**WORK INSTRUCTIONS:** Count up every line of the data in which "Nuri" occurs. The reply is one number and nothing more.

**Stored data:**
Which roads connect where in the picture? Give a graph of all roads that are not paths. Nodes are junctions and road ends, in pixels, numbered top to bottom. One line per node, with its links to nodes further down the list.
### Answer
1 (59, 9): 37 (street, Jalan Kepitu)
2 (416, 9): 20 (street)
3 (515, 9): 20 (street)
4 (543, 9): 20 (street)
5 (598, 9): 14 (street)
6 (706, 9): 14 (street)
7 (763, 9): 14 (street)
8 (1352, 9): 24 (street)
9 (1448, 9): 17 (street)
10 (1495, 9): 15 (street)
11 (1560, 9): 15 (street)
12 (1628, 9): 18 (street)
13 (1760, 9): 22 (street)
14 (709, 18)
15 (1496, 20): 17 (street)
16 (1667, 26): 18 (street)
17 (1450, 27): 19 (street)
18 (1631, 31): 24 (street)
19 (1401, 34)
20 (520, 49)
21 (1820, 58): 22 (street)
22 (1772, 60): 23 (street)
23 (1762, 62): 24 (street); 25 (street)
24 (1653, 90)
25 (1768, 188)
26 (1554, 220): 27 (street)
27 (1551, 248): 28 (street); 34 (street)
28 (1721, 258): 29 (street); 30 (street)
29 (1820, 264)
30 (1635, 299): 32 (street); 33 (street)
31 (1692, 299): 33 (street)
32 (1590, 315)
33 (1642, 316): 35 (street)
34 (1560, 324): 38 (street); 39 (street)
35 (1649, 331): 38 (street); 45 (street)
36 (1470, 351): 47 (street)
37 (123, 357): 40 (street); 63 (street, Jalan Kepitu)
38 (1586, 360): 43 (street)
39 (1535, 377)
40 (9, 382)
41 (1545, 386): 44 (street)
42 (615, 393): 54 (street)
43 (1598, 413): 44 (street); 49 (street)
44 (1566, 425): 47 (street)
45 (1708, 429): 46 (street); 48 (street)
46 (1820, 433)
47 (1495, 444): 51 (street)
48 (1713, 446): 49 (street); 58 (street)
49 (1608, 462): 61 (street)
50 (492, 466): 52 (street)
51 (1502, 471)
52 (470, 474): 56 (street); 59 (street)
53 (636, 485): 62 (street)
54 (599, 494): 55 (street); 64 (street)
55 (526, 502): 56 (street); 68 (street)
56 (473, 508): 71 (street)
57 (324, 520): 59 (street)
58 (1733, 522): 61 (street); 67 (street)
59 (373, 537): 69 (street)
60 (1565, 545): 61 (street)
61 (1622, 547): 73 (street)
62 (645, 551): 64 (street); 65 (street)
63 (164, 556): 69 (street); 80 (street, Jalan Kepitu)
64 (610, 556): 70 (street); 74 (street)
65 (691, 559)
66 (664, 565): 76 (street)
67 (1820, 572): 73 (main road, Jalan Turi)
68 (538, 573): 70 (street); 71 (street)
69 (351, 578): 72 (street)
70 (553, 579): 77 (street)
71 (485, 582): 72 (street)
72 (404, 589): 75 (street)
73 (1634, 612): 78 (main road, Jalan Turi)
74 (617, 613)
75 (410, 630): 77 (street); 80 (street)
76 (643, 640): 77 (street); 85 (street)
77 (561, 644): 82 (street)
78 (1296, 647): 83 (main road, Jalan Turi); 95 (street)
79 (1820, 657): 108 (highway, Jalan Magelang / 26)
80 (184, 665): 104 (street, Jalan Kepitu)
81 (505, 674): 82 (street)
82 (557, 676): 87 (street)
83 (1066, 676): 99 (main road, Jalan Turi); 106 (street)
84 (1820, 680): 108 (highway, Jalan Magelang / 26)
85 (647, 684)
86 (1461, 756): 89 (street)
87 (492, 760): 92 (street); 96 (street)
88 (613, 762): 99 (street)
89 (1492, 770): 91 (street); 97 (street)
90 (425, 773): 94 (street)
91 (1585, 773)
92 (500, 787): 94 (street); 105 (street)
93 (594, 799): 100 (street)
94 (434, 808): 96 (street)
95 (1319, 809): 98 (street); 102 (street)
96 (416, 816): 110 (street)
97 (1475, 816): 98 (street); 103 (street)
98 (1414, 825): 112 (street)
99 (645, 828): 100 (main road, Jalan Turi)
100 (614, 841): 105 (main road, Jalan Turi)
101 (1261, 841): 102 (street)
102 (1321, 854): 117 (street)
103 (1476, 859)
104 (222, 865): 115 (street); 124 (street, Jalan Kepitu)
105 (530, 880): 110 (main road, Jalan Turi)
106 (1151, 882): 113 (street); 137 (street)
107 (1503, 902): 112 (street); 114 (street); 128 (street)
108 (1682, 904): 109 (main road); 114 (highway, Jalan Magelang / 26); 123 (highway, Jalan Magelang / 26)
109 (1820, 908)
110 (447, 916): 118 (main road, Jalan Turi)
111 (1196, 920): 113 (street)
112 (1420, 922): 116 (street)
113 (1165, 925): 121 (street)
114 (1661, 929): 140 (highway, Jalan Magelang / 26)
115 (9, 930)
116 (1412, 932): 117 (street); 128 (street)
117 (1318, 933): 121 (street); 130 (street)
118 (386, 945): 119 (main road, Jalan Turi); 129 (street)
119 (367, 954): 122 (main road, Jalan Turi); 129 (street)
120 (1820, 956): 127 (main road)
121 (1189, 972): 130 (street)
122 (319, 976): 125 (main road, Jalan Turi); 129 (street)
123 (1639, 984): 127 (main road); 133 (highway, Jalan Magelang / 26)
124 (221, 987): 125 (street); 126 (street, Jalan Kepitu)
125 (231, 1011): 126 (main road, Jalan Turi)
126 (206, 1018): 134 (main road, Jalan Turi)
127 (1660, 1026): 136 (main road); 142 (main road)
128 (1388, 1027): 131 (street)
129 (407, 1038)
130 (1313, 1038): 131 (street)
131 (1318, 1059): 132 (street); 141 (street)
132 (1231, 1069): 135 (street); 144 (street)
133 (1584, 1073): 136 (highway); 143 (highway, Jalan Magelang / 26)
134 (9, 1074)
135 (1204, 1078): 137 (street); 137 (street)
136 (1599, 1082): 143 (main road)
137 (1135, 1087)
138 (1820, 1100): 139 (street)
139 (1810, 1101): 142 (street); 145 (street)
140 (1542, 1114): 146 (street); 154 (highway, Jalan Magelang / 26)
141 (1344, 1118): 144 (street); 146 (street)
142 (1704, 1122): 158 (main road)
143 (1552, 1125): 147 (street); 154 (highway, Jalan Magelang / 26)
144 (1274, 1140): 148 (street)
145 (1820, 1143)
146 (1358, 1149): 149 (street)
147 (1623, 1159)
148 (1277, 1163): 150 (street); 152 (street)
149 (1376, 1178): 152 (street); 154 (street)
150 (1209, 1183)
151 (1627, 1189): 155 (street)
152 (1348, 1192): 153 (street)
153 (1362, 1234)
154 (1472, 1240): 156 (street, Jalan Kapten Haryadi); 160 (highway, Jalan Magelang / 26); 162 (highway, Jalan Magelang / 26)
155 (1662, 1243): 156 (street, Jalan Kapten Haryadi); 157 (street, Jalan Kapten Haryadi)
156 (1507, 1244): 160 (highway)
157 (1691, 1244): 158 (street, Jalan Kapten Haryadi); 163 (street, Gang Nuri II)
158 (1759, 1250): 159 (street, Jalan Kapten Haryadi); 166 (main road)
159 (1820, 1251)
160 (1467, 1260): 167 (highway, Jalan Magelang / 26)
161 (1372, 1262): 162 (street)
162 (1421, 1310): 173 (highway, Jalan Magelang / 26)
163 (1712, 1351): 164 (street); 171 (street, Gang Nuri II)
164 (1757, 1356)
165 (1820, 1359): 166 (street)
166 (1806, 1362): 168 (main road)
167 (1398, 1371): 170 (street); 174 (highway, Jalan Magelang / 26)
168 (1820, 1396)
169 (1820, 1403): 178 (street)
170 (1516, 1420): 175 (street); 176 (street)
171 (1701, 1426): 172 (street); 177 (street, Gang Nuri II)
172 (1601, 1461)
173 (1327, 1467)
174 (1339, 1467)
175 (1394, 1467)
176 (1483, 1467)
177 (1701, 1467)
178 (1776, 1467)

**REPLY TO THE TASK:** 3